Imagine if being able to read/write was a rare skill. It would make you
generally competitive in many areas, because you could learn and communicate
better than your peers.

I went into banking because I already knew a few people in the field and they
were desperate for people. Did really well, set a bunch of performance
records, put on track for various promotions/advancement. Strongly considered
never returning to tech despite it being my passion. Eventually I couldn't
stay away from tech, but it took some time.

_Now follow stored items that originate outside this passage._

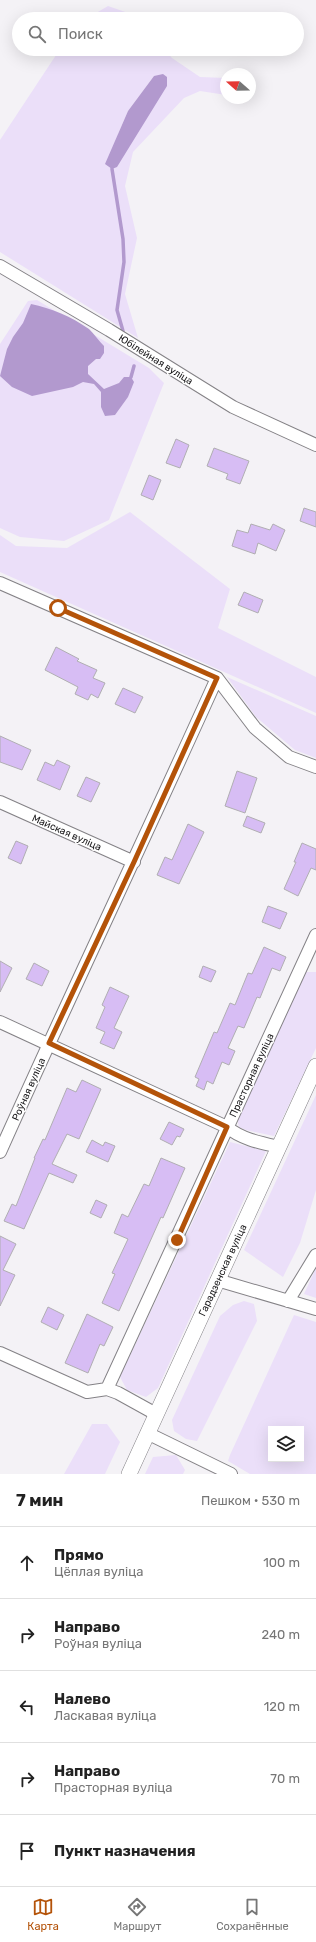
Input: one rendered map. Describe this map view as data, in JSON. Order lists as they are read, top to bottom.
{
  "streets": {
    "main road": ["Гарадзенская вуліца"],
    "street": [
      "Юбілейная вуліца",
      "Майская вуліца",
      "Прасторная вуліца",
      "Роўная вуліца"
    ]
  },
  "crossings": [
    ["Майская вуліца", "Роўная вуліца"]
  ],
  "north": "left",
  "page": {
    "search": "Поиск",
    "heading": ["7 мин", "Пешком · 530 m"],
    "list": [
      ["Прямо", "Цёплая вуліца", "100 m"],
      ["Направо", "Роўная вуліца", "240 m"],
      ["Налево", "Ласкавая вуліца", "120 m"],
      ["Направо", "Прасторная вуліца", "70 m"],
      "Пункт назначения"
    ],
    "nav": ["Карта", "Маршрут", "Сохранённые"]
  }
}
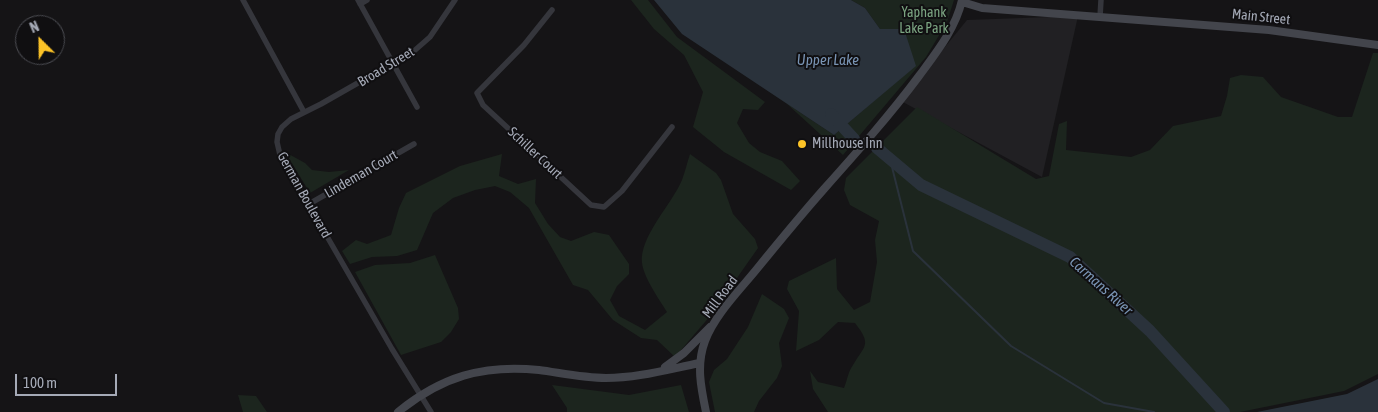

It also discouraged many new students from entering CS programs. This is why
the 'talent shortage' lasted so long. It wasn't just a mass exodus of existing
tech pros, but also a sharp decline in people pursuing tech careers. The high
school class of 2002-2004 was much less likely to consider pursuing a tech
degree. This is the reason you can't find piles of skilled/cheap early career
programmers with 5 years experience in 2012. That means they would have
graduated in 2007 and selected their undergrad program in 2002-2003.

------
itamarst
Dot-com I worked for went down hard. Sysadmin was reading management's email
and telling people in advance they were going to get fired. Went from massive
office to nothing in just a few months.

Practical advice: save money and live below your means. This will let you
survive the next bust, whenever it happens, much better. It will also help you
survive a non-systemic layoff, and will help you find better jobs... it's
pretty much always a good idea.

[https://codewithoutrules.com/2016/08/08/living-below-your-
me...](https://codewithoutrules.com/2016/08/08/living-below-your-means/)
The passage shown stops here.